The reason is that, after the CPU-bound process releases the GIL, it tries to acquire the GIL within nanoseconds along with other processes that are also trying to acquire the GIL. However, the same CPU process has been winning the race each time. So the result is that other processes did not get a chance to acquire the GIL. So, this design of GIL implementation was not effective.
Solution: The fix for this came in Python3.2; they added a new static variable named as int gil_drop_request = 0;
This is a flag that tells that somebody else is waiting. The next time you drop and reacquire the GIL, it makes sure that the other process gets to run before you get to reacquire the GIL. With this fix, most of the bad behavior went away.
Conclusion
In a multi-threaded environment, only one thread will be able to grab a GIL, so your program effectively becomes single-threaded. Running multi-threaded programs for CPU-bound processes in multi-core computers with Python is still problematic.

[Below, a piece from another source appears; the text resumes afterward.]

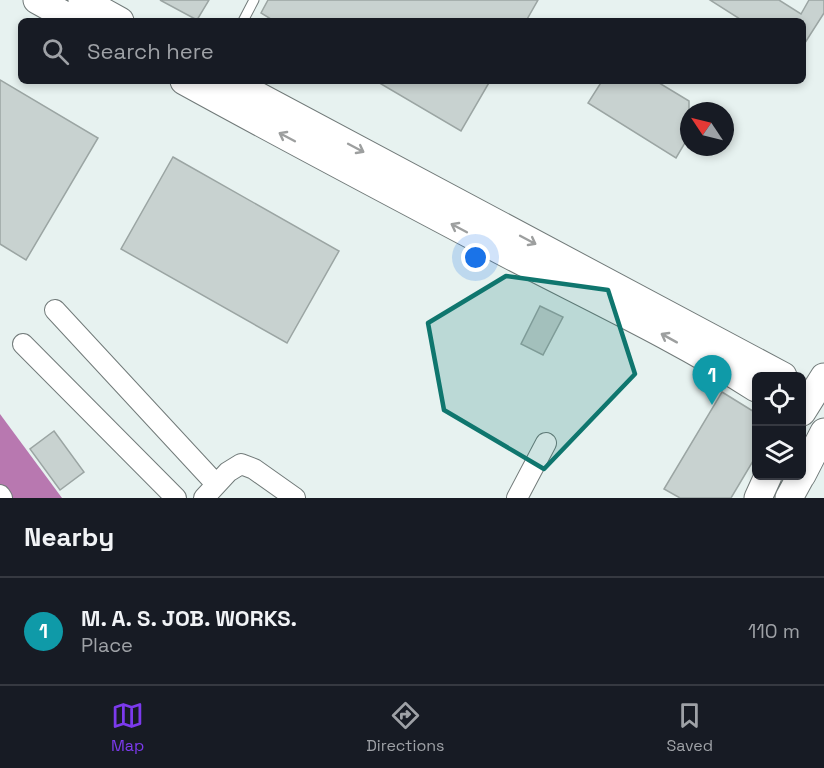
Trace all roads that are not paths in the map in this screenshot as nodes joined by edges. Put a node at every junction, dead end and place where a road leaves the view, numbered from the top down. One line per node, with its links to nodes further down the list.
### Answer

There were few more experiments performed by Python enthusiasts :
1. Free-threading patch: Python 4x-7x slower
2. Atomic incr/decr: Python 30% slower
But none of them was able to remove the GIL and provide at least equivalent performance.
There are various other Python interpreters available which use garbage collection mechanism instead of GIL and reference counting, which can be used for getting rid of GIL:
- CPython: Usage GIL & reference Counting, C APIs
- Jython: Usage Garbage collection, No GIL, No C APIs
- IronPython: Usage Garbage collection, No GIL, No C APIs
- PyPy: Usage Garbage collection, No GIL, No C APIs
Garbage collection is another approach for managing the lifetime of the objects very quickly, like stopping all the computations and examining all the objects in your memory. All the objects which are not connected to your program right now can say that are not used anymore and can collect it. Implementation of GC requires changes in the C extension and everybody knows how important C APIs are in regards to Python popularity.
There is no experiment performed for comparing the garbage collection and reference counting performance, but most people say that GC has approximately equal performance to RC.
But, if want to use the C extension then we have to use reference counting, GIL, and CPython interpreter. So the only solution we have left for supporting multi-threading in CPU-bound processes is Atomic incr/decr.
There are various attempts done for the removal of GIL; one of the famous projects is known as The Gilectomy. I might write another story about it and explain Atomic incr/decr in depth as well.